What Do Sun Chips and Men Have in Common?
They both make loud noises when you grab them by the sack.
You can put one in a compost pile it will be so much dirt in 10 weeks. Okay, maybe that's true of both, but because I'm not Lorena Bobbit, I'm really just talking about the chips.
I remember seeing the commercial for the new compostable Sun Chips bags a few weeks ago and I finally got around to buying the product just recently. Upon picking it up, I thought a herd of elephants with mylar shoes had begun stampeding through the store. But then I just realized that this is what these plant-based chip bags actually sound like when you handle them
In other words, it is a very crackly, LOUD material. There is no way to muffle the din of this chip bag. You could never sneak into the kitchen for a stealthy midnight snack with these new Sun Chips. In fact, it is almost a deterrent to eating them altogether. And then it dawned on me how very brilliant this concept is.
If all food packaging made such obnoxious racket when I picked it up, I would be less likely to eat it. I'd like to call it the Aural Assault Diet. Imagine if everything you picked up sounded like a hurricane of plastic shopping bags? Or Miley Cyrus? Frito-Lay has really stumbled onto an amazing concept here. But what does this mean for the company itself? And the consumers?

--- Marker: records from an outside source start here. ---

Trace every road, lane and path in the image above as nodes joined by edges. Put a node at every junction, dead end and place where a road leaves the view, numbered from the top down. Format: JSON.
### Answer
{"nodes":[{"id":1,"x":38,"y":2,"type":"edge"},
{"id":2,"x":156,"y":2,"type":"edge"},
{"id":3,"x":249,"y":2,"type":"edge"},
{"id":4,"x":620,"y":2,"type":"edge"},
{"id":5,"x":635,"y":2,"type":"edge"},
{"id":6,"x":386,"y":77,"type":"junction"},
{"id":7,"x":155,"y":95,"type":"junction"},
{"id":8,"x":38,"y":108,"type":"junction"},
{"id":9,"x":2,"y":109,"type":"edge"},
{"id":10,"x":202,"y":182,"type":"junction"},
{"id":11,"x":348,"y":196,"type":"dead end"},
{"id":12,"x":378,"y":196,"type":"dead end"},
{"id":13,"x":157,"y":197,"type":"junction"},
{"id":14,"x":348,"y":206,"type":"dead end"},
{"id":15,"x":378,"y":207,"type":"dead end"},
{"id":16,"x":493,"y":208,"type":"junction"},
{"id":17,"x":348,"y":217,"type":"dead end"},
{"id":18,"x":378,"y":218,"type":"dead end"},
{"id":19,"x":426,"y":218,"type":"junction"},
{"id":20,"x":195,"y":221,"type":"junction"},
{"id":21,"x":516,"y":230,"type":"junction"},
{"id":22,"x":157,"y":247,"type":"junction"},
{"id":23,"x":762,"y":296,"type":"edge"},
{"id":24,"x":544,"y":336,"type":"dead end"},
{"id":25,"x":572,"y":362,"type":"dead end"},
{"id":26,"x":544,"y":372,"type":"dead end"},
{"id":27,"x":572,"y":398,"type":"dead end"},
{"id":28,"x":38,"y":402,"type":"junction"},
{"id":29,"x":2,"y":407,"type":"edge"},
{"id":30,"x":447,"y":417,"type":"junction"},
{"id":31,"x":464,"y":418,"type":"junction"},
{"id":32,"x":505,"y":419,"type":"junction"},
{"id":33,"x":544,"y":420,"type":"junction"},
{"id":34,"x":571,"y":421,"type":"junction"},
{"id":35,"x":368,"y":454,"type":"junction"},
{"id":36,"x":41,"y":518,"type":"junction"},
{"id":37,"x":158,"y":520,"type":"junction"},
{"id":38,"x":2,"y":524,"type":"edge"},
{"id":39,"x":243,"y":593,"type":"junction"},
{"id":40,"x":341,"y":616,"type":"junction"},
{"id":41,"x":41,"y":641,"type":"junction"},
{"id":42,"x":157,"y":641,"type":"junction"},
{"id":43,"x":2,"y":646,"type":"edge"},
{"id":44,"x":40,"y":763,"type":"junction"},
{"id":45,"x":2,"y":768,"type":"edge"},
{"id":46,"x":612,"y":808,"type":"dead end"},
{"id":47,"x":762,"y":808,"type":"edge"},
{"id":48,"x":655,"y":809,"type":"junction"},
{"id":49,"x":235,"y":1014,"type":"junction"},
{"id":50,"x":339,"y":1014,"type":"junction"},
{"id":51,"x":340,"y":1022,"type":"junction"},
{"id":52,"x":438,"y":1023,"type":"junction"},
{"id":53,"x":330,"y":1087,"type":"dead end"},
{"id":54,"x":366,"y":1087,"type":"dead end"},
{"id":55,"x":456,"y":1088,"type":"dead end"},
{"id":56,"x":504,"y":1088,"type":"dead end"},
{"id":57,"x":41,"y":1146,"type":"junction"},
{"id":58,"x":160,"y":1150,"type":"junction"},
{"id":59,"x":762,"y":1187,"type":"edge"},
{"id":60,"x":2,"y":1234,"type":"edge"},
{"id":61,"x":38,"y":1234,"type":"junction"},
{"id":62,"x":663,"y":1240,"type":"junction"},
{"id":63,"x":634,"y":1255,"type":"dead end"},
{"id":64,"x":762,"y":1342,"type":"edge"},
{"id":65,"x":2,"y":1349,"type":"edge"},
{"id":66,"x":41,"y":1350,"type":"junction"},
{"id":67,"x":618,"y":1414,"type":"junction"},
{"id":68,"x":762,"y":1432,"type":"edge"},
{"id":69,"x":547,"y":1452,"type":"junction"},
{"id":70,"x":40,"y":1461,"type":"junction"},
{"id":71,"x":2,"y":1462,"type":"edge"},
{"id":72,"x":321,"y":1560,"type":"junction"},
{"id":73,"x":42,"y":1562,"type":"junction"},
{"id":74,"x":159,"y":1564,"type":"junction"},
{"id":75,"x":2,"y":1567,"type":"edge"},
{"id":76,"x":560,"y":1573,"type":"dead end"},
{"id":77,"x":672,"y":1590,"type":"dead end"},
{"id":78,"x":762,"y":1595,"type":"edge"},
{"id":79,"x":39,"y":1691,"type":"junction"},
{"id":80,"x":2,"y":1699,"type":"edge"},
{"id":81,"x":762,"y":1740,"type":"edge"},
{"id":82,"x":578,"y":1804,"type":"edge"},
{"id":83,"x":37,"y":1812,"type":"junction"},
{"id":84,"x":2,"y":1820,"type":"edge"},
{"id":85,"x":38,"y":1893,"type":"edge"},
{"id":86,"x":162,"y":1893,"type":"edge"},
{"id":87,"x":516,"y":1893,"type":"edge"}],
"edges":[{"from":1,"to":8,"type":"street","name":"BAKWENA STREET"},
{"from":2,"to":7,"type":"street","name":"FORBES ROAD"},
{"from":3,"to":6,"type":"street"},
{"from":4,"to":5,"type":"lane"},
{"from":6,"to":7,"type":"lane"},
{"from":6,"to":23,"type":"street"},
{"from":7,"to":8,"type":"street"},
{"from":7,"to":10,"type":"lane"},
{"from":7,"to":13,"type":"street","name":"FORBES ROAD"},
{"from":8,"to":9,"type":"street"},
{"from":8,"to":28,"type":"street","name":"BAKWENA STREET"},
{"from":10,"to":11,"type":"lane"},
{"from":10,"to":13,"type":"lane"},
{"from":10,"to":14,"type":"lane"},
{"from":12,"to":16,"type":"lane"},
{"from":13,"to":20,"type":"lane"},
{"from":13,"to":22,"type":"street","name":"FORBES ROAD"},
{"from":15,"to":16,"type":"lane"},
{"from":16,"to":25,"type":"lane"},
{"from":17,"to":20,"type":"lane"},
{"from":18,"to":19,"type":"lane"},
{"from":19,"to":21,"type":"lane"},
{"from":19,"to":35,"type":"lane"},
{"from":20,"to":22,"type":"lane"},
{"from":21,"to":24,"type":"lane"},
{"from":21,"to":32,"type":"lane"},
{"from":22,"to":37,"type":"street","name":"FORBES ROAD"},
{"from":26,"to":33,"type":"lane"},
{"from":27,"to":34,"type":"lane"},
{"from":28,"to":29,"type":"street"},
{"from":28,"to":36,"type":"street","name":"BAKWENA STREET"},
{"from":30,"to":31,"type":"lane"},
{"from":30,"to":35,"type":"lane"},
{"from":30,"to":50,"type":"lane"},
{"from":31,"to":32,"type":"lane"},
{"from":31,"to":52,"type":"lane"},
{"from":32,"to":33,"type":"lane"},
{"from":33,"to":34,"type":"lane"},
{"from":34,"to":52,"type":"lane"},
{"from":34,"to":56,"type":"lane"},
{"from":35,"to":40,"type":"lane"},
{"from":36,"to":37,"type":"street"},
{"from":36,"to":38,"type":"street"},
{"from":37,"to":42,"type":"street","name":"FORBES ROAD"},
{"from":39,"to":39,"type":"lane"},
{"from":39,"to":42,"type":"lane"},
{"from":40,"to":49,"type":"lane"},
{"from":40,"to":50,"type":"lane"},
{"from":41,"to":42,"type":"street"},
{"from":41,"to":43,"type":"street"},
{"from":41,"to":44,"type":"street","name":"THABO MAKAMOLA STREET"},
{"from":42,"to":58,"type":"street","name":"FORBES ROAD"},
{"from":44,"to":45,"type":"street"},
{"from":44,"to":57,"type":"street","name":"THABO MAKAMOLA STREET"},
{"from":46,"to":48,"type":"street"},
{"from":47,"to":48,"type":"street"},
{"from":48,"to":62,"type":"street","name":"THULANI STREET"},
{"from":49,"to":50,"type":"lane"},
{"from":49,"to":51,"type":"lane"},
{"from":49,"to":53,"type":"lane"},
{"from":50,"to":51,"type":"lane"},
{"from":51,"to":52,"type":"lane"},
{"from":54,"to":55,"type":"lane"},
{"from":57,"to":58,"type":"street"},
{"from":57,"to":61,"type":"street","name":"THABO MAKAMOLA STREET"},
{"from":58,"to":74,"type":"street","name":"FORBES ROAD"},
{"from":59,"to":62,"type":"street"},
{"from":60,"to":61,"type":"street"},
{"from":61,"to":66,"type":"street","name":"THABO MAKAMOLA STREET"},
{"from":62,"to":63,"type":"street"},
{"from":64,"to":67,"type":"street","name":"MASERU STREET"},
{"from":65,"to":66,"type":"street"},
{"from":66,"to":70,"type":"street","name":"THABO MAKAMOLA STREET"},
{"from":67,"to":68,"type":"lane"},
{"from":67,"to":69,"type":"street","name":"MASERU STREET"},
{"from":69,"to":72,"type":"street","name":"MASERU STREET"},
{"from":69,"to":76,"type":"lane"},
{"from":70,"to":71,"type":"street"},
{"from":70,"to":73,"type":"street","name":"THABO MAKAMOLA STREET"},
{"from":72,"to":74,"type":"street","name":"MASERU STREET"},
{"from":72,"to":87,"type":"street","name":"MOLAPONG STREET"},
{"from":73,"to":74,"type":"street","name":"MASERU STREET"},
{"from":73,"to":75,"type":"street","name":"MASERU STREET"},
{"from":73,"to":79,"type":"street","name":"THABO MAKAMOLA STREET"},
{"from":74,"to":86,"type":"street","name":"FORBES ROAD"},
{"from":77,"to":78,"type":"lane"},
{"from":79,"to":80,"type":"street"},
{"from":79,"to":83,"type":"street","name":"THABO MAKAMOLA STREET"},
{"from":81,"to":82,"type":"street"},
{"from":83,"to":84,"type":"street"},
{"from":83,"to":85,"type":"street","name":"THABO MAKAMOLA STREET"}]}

Because these bags are very environmentally responsible, more people will (or should) want to buy them. But because the bags are so loud, people really wouldn't want to handle them for any longer than it would take to get one or two chips out of the bag. This means consumers will be eating less. Which means people's asses will grow that much less from eating chips. Will this encourage or discourage Frito-Lay from expanding the concept to their other products? Imagine Doritos and Funyuns in such bags. I can see oodles of terrified stoners lying screaming in fetal positions with their hands jammed against their ears. You might not only scare people from noshing on crap, but you might also convince them to give up smoking weed altogether.
What strange and almost paradoxical consequences could arise from these brilliant little bags. Who would have thought that the people responsible for unleashing Cheetos on the world could be responsible for saving it? Only time will tell.